Written By: Kekoa O’Neil
Contributor | Sideline Society Media
Most people did not know the name. After March Madness, they do. Keaton Wagler put the basketball world on notice, capping his freshman season at Illinois by leading the Illini to their first Final Four in 21 years. He came in as a four star prospect out of Shawnee Mission Northwest in Kansas, where he won back to back state championships and took home 2025 Gatorade Kansas Player of the Year. He wasted no time.
As a freshman he averaged 17.9 points, 5.1 rebounds, and 4.2 assists while shooting nearly 40 percent from three and 80 percent from the line, and playing under Brad Underwood he helped lift a team carrying modest expectations all the way to the edge of a national championship game. In a star studded freshman class, Wagler was never the loud name. He let his game do the talking. What stood out early was how polished and controlled he already was. Being handed the starting point guard job in a Big Ten that deep is not something most freshmen survive, but the jump from high school never seemed to faze him.

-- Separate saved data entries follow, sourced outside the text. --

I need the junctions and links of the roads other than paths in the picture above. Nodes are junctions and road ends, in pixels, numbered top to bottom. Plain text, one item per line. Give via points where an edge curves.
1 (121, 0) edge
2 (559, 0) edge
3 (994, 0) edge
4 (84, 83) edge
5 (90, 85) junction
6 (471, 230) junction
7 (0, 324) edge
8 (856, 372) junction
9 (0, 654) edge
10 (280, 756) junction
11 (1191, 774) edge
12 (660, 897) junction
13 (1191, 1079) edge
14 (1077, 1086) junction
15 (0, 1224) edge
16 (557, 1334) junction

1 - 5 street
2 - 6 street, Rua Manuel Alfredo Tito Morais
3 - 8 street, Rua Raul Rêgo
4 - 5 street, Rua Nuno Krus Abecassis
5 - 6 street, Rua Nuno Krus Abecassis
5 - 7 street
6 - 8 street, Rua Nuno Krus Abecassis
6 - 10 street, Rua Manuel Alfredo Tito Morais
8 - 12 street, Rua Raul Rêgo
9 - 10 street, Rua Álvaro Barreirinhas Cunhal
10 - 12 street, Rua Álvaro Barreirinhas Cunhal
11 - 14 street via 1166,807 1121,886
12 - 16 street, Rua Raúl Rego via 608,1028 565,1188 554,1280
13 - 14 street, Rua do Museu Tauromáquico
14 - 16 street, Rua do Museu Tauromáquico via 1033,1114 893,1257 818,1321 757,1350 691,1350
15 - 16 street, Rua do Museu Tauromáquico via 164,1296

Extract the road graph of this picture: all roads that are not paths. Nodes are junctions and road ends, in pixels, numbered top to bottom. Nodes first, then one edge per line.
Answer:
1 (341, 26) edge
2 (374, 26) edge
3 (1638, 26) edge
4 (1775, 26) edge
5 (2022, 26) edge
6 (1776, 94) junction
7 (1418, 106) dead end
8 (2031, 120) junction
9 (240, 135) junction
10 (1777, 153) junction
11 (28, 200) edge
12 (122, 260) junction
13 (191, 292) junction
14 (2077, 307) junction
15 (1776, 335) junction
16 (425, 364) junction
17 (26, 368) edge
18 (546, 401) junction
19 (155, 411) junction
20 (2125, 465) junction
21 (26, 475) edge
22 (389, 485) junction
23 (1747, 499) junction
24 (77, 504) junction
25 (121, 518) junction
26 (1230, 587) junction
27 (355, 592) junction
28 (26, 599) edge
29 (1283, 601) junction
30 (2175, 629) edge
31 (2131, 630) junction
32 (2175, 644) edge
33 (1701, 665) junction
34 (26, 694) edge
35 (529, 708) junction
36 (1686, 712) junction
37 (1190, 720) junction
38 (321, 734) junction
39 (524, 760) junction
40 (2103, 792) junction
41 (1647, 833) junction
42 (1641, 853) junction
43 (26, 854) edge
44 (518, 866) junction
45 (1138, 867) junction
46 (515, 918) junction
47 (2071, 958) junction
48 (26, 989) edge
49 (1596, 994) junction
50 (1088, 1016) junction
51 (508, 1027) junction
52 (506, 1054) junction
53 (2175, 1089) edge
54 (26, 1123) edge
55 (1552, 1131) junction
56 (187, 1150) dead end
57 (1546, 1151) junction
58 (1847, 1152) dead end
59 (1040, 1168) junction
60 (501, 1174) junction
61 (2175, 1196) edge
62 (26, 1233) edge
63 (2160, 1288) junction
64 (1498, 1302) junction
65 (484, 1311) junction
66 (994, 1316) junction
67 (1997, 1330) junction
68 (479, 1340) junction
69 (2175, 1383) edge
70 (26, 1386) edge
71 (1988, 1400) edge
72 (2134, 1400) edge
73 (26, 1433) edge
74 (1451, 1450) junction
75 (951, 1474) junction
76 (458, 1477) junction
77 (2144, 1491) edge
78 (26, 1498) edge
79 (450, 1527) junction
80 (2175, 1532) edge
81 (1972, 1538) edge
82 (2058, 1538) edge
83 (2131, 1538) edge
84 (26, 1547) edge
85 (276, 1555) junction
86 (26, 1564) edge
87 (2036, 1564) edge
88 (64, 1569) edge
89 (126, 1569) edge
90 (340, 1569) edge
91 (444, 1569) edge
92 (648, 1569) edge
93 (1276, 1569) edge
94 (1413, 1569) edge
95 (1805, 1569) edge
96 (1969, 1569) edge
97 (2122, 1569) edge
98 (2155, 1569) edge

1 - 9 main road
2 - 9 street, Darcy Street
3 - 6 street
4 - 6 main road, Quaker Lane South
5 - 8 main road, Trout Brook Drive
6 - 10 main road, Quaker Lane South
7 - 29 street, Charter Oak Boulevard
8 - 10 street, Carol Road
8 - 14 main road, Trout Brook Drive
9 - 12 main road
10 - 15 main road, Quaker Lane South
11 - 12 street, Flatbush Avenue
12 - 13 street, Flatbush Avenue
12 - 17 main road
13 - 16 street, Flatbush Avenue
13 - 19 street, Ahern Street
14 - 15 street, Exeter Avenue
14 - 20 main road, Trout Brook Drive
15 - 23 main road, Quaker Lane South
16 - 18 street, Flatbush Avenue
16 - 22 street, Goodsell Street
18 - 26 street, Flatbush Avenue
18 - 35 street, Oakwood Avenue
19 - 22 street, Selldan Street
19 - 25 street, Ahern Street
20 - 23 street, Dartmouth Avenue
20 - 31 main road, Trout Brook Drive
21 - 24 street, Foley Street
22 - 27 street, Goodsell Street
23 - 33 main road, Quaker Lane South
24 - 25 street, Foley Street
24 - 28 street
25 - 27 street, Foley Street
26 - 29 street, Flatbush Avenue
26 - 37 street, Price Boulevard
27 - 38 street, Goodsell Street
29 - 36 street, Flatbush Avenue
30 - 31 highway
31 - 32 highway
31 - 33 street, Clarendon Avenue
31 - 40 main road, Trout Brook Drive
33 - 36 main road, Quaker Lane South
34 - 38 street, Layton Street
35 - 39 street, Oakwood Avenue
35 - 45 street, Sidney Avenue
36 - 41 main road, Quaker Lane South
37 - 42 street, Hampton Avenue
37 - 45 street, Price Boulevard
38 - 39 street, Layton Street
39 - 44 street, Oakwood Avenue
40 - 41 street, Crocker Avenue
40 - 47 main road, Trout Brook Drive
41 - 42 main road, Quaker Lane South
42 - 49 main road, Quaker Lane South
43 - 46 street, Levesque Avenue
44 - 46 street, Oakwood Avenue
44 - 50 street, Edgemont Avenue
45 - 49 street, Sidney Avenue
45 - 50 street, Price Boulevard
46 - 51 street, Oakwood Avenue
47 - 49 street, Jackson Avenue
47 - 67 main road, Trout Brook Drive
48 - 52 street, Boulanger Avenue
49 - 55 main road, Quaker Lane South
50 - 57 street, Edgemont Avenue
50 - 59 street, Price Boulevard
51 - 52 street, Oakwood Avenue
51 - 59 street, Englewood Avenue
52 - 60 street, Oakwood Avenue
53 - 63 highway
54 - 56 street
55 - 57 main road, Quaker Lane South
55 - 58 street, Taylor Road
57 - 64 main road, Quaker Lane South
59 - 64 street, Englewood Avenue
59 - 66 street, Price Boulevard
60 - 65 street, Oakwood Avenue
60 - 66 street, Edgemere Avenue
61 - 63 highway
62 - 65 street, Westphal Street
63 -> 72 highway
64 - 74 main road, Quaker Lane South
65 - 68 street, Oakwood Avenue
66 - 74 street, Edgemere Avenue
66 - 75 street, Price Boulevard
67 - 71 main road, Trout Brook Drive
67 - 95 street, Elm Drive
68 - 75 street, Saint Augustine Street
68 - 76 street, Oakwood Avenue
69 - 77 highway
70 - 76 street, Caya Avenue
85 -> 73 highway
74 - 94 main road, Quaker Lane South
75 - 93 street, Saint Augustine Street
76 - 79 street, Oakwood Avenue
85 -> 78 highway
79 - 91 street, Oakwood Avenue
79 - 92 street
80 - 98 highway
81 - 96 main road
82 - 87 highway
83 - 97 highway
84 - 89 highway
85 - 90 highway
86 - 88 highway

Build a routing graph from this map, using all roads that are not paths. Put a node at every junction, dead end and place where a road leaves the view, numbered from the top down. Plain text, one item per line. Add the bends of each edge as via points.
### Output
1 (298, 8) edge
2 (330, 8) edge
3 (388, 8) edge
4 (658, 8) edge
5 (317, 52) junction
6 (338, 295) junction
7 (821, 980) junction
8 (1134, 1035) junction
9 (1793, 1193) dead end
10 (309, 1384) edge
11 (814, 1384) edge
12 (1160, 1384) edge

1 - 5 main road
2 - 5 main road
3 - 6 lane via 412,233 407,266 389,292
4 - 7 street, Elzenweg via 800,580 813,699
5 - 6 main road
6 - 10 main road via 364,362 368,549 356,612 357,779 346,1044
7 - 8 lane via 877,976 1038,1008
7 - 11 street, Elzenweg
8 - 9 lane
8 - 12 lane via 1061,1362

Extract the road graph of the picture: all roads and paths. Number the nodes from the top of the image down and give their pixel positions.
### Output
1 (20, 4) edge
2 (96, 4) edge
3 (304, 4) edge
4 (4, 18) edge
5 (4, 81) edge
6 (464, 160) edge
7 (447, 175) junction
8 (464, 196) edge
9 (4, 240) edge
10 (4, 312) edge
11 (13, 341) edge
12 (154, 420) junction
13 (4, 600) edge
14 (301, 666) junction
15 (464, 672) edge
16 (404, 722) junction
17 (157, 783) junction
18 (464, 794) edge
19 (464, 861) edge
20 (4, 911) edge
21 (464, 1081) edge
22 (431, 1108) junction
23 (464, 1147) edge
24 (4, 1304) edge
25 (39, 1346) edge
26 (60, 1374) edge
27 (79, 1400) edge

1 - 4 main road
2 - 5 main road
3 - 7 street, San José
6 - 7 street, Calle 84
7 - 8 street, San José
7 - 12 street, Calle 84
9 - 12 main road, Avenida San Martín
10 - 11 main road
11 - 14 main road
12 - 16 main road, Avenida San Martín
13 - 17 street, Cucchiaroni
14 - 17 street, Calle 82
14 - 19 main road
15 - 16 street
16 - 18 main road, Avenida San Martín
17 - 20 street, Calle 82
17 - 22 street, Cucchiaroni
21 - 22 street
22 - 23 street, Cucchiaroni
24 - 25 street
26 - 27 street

At 6'6 and 180 pounds he scored with ease rising over smaller guards, played at his own pace no matter the moment, and always looked to get his teammates involved. He will need to add weight, somewhere in the 190 to 200 range, before he is fully NBA ready, but the ceiling on his style of play is enormous. With that long, lengthy frame, two names come to mind. Tyrese Haliburton and Austin Reaves.
Wagler is something like a blend of the two, the scoring instinct of Reaves paired with the playmaking of Haliburton. Current mock drafts have him going fifth overall to the LA Clippers, and the fit is clean. He would learn under a veteran in Ty Lue and develop behind starting point guard Darius Garland, the kind of steadying presence the Clippers have spent a while searching for at the backup spot.
Some will call him a risk in the top five. The truth is he has the makings of the steal of the entire draft, the kind of player who contributes the moment he walks in the door.